Work request:
Within the entries below, the lines from the one with "thumb tip: (156, 233)" through the one with "pinky tip: (723, 473)" are to be set down exactly, both ends kept.

[[ Task material open ]]

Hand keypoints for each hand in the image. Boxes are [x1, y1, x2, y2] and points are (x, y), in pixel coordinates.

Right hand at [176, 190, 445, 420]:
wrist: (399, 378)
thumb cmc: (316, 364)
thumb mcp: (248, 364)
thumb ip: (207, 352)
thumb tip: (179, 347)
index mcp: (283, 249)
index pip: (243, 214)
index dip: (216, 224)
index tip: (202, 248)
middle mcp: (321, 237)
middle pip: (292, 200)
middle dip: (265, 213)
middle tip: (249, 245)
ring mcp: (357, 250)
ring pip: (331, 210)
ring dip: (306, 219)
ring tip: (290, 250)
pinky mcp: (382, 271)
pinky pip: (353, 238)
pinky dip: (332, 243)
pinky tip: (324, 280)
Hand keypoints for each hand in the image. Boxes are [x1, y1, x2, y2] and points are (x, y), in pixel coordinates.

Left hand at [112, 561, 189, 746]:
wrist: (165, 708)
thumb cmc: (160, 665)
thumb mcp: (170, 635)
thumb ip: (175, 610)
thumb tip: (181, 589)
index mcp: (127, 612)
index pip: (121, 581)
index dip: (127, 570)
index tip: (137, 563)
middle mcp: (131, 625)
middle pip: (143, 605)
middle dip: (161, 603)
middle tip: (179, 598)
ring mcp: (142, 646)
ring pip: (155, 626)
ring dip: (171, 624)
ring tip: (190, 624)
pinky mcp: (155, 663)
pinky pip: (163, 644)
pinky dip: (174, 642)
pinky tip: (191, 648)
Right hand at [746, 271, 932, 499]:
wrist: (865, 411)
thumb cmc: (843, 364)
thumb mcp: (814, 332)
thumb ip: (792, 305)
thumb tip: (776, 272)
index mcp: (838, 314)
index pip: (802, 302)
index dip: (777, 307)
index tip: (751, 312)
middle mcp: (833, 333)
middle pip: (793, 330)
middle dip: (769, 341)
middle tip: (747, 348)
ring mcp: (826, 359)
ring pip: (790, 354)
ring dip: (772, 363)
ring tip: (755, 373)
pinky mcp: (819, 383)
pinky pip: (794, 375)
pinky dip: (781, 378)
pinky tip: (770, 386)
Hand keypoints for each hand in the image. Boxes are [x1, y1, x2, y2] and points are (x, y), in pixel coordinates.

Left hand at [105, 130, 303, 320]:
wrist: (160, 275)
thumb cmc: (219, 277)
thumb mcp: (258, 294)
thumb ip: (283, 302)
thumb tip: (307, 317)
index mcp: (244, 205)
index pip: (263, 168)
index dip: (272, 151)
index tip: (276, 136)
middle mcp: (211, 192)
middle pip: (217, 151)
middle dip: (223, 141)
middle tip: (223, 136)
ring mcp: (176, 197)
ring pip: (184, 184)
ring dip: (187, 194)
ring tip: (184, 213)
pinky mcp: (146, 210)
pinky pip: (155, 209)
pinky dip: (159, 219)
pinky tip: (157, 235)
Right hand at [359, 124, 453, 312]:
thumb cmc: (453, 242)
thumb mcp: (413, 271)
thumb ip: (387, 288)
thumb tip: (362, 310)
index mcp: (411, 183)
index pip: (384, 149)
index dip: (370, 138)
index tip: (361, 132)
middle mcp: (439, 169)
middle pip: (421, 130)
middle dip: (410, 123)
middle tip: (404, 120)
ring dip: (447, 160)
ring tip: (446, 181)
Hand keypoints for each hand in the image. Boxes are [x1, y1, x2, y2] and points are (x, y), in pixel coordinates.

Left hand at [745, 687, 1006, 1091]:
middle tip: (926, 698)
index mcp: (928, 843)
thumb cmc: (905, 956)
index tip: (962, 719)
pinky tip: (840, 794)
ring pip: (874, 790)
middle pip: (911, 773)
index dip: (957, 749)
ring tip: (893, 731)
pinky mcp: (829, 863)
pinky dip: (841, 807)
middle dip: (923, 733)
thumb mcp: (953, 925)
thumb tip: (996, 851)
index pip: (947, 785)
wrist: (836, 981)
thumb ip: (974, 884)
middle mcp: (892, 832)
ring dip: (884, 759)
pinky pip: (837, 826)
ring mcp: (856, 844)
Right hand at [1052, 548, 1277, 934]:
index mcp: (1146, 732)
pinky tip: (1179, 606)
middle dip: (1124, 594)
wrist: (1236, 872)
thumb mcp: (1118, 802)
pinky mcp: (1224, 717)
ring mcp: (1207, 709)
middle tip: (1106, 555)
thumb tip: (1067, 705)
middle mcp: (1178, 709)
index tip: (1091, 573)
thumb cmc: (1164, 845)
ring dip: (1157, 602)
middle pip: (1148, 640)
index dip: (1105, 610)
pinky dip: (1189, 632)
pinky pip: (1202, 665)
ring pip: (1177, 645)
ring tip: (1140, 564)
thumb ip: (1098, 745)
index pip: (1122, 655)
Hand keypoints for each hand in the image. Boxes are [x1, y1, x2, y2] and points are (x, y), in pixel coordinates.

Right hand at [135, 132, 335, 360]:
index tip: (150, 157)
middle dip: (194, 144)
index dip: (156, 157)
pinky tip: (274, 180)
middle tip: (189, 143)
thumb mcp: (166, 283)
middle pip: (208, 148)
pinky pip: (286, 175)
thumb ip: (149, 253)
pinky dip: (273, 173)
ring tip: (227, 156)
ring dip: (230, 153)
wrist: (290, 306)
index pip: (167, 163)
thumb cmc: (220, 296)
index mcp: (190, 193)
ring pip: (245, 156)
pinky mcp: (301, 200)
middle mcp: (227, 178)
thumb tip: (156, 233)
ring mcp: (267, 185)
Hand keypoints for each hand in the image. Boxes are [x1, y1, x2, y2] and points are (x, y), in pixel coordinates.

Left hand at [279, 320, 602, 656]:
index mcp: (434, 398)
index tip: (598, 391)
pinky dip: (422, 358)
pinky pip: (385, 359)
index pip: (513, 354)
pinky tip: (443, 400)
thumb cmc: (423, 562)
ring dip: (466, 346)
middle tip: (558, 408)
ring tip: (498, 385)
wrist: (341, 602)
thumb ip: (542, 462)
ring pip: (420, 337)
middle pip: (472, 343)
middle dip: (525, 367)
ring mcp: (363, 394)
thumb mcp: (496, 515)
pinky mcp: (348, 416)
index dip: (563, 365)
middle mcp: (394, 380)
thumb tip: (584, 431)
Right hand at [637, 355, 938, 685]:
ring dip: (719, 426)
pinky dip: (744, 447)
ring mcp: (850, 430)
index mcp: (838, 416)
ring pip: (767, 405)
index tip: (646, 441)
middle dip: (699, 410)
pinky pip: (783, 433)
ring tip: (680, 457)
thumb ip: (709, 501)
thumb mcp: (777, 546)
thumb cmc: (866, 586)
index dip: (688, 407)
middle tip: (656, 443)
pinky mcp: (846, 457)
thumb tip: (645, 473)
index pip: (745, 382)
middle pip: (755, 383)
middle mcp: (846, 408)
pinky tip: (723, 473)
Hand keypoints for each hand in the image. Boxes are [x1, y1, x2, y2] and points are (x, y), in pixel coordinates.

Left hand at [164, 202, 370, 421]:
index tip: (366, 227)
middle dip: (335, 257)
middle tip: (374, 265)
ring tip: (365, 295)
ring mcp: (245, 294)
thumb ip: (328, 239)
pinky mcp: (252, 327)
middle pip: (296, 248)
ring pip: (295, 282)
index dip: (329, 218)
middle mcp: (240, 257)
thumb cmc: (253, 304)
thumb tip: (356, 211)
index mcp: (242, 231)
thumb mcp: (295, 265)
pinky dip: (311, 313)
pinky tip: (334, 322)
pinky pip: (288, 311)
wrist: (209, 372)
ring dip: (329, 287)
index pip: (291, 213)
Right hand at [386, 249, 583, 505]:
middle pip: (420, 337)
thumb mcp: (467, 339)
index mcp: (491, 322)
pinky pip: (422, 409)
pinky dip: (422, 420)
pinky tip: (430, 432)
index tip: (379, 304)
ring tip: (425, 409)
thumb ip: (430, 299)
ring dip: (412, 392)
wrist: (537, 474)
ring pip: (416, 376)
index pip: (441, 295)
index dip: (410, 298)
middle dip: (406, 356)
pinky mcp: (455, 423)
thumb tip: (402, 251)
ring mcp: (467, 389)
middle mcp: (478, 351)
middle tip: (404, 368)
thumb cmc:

[[ Task material closed ]]

Expected output:
thumb tip: (156, 233)
ring mcp: (267, 185)
Hand keypoints for each hand in the image. Boxes are [x1, y1, x2, y2] and points are (x, y), in pixel coordinates.

Left hand at [279, 320, 602, 656]:
index mcp: (434, 398)
index tip: (598, 391)
pinky dip: (422, 358)
pinky pip: (385, 359)
index pip: (513, 354)
pinky tip: (443, 400)
thumb cmc: (423, 562)
ring dip: (466, 346)
middle tip: (558, 408)
ring tip: (498, 385)
wrist: (341, 602)
thumb ip: (542, 462)
ring pip: (420, 337)
middle pip: (472, 343)
middle dip: (525, 367)
ring mcp: (363, 394)
thumb mcp: (496, 515)
pinky mcp: (348, 416)
index dip: (563, 365)
middle mcp: (394, 380)
thumb tip: (584, 431)
Right hand at [637, 355, 938, 685]:
ring dip: (719, 426)
pinky dip: (744, 447)
ring mcp: (850, 430)
index mcp: (838, 416)
ring pip: (767, 405)
index tip: (646, 441)
middle dip: (699, 410)
pinky pip: (783, 433)
ring tip: (680, 457)
thumb ip: (709, 501)
thumb mcp: (777, 546)
thumb cmc: (866, 586)
index dip: (688, 407)
middle tip: (656, 443)
pinky mcp: (846, 457)
thumb tip: (645, 473)
index pip: (745, 382)
middle pip: (755, 383)
middle mcp: (846, 408)
pinky tip: (723, 473)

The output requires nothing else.